Researchers for the U.S. Army are hoping to formulate a new shape-shifting material that can heal itself on its own in hopes to achieve the kind of futuristic killing technology famously depicted in the 1991 science-fiction film, Terminator 2.
In fact, the film’s villain, the T-1000, directly provided the inspiration to one of the Army engineers working on a project to develop “soft robotic” drones and unmanned aircraft based on flexible, self-repairing and self-reconfiguring materials, reports Military.com.
“We want a system of materials to simultaneously provide structure, sensing, and response,” said Frank Gardea, an aerospace engineer at the Army Combat Capabilities Development Command’s (CCDC) Army Research Laboratory.
Gardea hopes that the U.S. Military will soon have future platforms for air and ground combat that possesses the “reconfiguration characteristics of the T-1000 character in the Hollywood film, ‘Terminator 2,'” he said in an Army statement.
In the blockbuster film, the T-1000 created by Skynet is described as being an “advanced prototype” made of a “mimetic poly-alloy” or “liquid metal.” The villainous cyborg portrayed by actor Robert Patrick was able to transform its arms into sword-like stabbing weapons and self-heal after sustaining various types of wounds ranging from pistol shots to 12-gauge shotgun blasts and even a direct hit from a 40mm grenade launcher.

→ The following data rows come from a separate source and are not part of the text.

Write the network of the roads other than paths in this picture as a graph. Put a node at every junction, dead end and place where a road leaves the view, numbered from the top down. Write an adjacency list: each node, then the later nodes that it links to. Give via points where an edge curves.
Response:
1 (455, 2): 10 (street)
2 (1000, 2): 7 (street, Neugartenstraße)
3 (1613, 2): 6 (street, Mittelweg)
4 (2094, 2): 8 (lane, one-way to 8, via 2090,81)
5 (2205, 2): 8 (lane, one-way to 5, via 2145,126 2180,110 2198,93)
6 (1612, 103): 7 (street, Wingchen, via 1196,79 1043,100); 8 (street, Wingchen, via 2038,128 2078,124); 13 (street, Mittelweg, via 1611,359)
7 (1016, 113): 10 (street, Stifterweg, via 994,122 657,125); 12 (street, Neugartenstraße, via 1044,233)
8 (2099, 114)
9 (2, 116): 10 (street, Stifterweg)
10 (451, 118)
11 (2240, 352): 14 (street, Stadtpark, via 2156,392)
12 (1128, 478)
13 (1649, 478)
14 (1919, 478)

Gardea’s team, which worked alongside scientists at Texas A&M University, is hoping to develop a new epoxy material capable of “massive reconfigurability,” the ability to heal autonomously in the air or underwater, and embedded intelligence that would grant it the ability to adapt to its environment free of any direct external control.
.@USArmy researchers and our Texas A&M University partners explore self-healing materials https://t.co/AYJddNMLBn This material has a dynamic bond that allows it to go from liquid to solid multiple times, which allows it to be 3-D printed and recycled. @armyfutures @usarmyccdc pic.twitter.com/ZEIUv89JuP
— U.S. Army CCDC Army Research Laboratory (@ArmyResearchLab) August 17, 2020
Fortunately, the team working out of the U.S. Army’s Aberdeen Proving Ground facility in Maryland hasn’t yet devised the sort of unstoppable killing machine depicted in the Terminator series – however, they have developed a 3D-printed, flexible polymer with a “unique shape memory behavior” that can be programmed to remember and snap back to certain shapes, and can even be repeatedly melted down and reused.
“Most cross-linked materials, especially those that are 3D printed, tend to have a fixed form, meaning that, once you manufacture your part, the material cannot be reprocessed or melted,” Gardea explained, adding that the material has a “dynamic bond that allows it to go from liquid to solid multiple times, which allows it to be 3D printed and recycled.”
Gardea says that the development provides “the first step along a very long path toward realizing the scientific possibility for deep future platforms.”
This isn’t the first time that U.S. military technologists have compared their developments to the artificial intelligence-equipped cyborgs depicted in James Cameron’s Terminator series starring Arnold Schwarzenegger, which revolved around time-traveling military robots that “can’t be reasoned with [and] doesn’t feel pity, or remorse, or fear,” as one character in the original film says.
'An Army engineer working on soft robotics says that his work is directly inspired by the T-1000, the shape-shifting (and fictional) robot villain from the 1991 James Cameron blockbuster “Terminator 2.”'
— Sarah O'Connor (@Sara_Lisabeth) August 20, 2020
The U.S. Navy has worked on developing a 135-ton autonomous unmanned surface vehicle (USV) named the Sea Hunter, which would provide an autonomous platform for anti-submarine and electronic warfare as well as serving as a decoy in any live-fire clash involving human forces.
The prospect of AI-guided warfare has alarmed critics, who believe that an overreliance on computerized and autonomous weapons on the battlefield poses the risk of leaving complex ethical choices about who lives or dies in the hands of algorithms, rather than humans.
The Campaign to Stop Killer Robots has been at the forefront of these concerns, raising concerns over how autonomous weapon systems “would decide who lives and dies, without further human intervention, which crosses a moral threshold,” according to its website.
Last year, former top Google engineer Laura Nolan told the Guardian that she had joined the Campaign to Stop Killer Robots because the robot systems envisioned by Big Tech firms and militaries could potentially do “calamitous things that they were not originally programmed for.”